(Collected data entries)
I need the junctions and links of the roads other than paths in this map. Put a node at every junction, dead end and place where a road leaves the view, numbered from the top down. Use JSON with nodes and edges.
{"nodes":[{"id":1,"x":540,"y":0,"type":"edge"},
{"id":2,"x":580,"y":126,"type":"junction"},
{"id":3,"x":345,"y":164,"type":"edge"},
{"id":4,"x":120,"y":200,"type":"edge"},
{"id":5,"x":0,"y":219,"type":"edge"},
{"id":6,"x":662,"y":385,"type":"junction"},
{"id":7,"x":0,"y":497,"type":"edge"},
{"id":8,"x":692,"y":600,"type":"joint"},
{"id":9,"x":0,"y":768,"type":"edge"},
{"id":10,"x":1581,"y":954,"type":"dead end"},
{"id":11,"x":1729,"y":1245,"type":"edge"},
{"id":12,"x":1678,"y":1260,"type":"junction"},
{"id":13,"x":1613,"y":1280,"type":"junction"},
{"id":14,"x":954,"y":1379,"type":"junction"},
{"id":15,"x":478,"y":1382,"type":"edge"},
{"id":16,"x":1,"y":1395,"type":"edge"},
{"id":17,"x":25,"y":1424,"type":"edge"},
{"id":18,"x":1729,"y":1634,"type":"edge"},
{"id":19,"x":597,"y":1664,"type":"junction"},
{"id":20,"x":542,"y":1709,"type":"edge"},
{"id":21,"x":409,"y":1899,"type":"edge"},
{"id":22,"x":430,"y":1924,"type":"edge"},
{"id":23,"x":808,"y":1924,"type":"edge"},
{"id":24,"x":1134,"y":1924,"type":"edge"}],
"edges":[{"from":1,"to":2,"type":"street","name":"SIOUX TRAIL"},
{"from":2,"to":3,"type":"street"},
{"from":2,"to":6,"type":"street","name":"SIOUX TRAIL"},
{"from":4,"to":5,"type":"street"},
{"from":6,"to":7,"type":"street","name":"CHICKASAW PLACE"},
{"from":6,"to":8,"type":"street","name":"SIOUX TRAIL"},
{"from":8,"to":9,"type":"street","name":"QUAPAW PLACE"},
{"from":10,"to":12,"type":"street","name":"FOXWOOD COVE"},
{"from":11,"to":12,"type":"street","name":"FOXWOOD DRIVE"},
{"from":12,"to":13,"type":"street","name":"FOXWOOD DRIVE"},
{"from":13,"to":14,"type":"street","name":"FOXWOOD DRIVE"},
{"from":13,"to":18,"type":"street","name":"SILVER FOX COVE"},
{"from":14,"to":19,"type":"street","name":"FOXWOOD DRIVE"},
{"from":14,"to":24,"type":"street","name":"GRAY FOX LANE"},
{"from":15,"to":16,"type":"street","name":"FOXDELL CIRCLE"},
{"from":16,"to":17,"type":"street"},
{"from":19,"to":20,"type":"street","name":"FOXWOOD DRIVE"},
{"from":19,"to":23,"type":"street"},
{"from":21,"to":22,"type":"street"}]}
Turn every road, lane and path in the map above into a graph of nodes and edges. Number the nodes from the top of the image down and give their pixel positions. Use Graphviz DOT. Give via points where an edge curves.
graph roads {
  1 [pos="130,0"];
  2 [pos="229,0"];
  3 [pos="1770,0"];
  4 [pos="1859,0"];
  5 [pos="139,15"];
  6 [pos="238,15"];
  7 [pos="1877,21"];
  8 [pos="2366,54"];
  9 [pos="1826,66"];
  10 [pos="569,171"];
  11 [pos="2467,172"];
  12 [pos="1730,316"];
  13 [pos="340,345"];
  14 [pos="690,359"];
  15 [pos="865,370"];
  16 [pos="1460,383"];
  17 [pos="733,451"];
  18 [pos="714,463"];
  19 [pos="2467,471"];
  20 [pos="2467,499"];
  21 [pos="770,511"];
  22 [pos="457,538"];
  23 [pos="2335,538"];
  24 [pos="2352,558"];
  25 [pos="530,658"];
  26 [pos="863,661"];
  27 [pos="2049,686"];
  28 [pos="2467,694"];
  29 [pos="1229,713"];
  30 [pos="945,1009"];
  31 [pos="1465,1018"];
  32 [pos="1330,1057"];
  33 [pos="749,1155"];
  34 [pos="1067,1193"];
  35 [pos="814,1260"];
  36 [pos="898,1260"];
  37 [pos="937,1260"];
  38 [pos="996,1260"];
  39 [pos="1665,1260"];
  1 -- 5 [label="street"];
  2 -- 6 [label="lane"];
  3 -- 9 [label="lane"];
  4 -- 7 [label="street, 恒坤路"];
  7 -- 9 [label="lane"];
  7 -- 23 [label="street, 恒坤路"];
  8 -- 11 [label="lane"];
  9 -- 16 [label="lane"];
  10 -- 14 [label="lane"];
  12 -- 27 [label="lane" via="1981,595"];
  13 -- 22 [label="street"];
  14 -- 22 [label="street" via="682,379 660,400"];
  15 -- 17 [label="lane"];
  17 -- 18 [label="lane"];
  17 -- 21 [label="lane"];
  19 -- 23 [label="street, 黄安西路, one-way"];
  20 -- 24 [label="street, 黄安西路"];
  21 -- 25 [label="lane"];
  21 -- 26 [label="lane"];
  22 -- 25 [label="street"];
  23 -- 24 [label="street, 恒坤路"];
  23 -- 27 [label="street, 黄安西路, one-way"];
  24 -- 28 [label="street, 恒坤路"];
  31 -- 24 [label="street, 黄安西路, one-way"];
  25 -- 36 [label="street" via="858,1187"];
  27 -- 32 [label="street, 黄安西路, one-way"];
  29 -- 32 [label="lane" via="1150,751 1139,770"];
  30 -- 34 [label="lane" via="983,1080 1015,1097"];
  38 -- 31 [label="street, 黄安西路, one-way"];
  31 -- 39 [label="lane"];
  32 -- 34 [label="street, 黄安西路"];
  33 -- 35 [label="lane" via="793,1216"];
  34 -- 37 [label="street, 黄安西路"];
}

• _Work instructions_
Gather each line in these records that contains the string "roads".

• _Solution to the problem_
I need the junctions and links of the roads other than paths in this map. Put a node at every junction, dead end and place where a road leaves the view, numbered from the top down. Use JSON with nodes and edges.
graph roads {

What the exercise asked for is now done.